§ **MATERIAL TO PROCESS**:

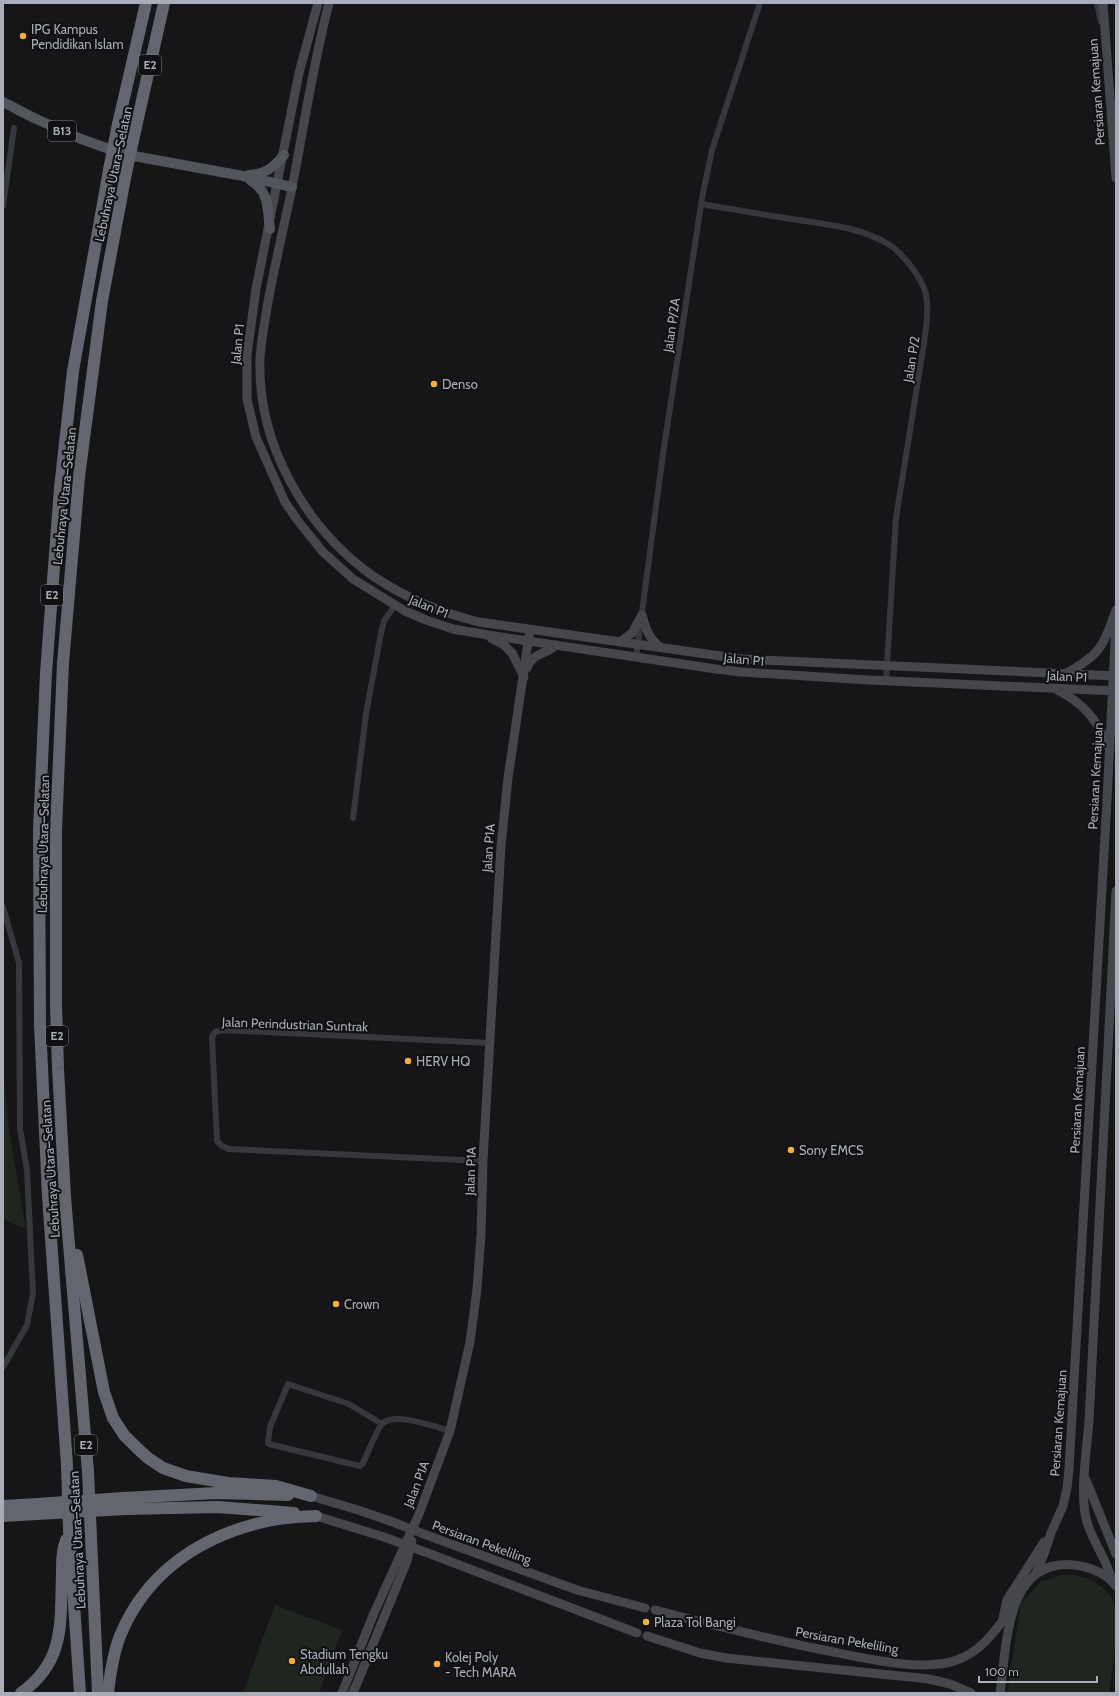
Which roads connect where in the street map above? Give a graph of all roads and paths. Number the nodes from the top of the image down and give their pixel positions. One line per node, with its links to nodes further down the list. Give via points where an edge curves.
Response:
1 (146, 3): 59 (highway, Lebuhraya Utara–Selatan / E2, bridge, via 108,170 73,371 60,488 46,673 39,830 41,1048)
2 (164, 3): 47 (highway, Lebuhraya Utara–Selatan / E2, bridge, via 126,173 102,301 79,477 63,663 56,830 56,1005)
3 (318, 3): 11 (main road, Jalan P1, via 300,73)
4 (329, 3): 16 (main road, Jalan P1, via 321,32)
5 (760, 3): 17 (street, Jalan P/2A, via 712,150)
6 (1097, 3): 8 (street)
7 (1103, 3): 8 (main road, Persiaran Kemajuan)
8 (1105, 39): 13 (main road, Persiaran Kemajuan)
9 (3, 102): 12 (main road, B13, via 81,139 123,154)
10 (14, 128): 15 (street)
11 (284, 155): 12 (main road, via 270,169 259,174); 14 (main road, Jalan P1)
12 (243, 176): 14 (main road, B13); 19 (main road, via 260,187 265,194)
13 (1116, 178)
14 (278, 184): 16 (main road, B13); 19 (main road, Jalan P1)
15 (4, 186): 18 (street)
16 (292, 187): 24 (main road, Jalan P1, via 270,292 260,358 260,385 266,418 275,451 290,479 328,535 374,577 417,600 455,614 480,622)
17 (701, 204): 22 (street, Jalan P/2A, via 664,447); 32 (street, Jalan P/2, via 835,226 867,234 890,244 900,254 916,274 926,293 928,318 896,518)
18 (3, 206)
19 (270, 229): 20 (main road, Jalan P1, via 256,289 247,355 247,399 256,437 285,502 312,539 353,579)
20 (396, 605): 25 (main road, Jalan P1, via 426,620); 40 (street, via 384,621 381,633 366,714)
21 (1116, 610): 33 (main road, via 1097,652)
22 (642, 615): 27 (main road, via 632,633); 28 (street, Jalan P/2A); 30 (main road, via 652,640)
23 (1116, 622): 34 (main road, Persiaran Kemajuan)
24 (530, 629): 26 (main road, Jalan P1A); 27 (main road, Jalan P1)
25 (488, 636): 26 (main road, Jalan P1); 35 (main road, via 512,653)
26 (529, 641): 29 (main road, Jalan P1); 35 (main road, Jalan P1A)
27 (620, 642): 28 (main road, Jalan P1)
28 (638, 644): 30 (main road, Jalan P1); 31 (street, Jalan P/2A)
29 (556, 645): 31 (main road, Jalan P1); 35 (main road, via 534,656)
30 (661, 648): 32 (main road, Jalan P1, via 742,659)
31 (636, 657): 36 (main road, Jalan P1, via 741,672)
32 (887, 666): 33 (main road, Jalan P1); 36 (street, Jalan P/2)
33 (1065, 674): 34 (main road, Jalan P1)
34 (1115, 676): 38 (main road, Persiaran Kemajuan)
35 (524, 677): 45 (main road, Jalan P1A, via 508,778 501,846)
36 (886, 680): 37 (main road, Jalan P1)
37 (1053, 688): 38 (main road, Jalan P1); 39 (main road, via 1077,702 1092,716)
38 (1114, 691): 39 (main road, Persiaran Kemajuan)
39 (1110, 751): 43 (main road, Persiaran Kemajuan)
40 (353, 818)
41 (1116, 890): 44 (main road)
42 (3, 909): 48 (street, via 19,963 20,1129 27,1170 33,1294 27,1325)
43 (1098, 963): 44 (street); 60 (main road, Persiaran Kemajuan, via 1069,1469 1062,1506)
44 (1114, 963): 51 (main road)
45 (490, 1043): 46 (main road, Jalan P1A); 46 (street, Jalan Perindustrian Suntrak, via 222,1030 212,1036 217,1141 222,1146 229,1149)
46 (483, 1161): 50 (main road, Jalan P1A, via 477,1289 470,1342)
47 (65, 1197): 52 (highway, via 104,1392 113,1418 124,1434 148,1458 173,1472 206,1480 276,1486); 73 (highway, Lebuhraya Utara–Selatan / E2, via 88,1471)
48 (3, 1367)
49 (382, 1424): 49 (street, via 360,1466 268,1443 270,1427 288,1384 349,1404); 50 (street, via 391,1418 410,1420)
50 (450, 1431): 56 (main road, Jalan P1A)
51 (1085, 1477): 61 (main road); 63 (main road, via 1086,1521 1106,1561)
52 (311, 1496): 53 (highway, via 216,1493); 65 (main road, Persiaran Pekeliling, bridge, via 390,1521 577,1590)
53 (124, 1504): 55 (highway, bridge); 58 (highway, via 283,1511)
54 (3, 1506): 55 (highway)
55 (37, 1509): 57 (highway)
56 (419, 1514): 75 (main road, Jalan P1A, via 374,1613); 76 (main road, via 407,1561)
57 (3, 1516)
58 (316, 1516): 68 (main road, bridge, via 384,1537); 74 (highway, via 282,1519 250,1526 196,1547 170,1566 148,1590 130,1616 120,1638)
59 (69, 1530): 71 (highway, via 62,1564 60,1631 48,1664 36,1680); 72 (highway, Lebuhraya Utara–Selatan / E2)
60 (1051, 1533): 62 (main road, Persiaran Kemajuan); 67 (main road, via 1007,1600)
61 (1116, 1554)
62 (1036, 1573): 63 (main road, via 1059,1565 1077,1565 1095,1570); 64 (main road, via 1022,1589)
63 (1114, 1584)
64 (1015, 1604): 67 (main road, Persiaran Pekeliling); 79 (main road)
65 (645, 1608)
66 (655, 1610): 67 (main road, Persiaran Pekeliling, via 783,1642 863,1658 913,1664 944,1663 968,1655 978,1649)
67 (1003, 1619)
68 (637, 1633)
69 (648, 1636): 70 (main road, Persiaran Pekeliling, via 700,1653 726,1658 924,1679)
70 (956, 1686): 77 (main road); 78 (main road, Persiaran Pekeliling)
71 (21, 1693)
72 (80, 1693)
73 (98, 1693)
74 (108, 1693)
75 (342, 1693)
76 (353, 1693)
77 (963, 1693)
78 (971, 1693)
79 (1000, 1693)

§ **PROBLEM REQUIREMENTS**:
Check each line of the listing above, and copy it if it contains the word "bridge".

§ **TASK RESPONSE**:
1 (146, 3): 59 (highway, Lebuhraya Utara–Selatan / E2, bridge, via 108,170 73,371 60,488 46,673 39,830 41,1048)
2 (164, 3): 47 (highway, Lebuhraya Utara–Selatan / E2, bridge, via 126,173 102,301 79,477 63,663 56,830 56,1005)
52 (311, 1496): 53 (highway, via 216,1493); 65 (main road, Persiaran Pekeliling, bridge, via 390,1521 577,1590)
53 (124, 1504): 55 (highway, bridge); 58 (highway, via 283,1511)
58 (316, 1516): 68 (main road, bridge, via 384,1537); 74 (highway, via 282,1519 250,1526 196,1547 170,1566 148,1590 130,1616 120,1638)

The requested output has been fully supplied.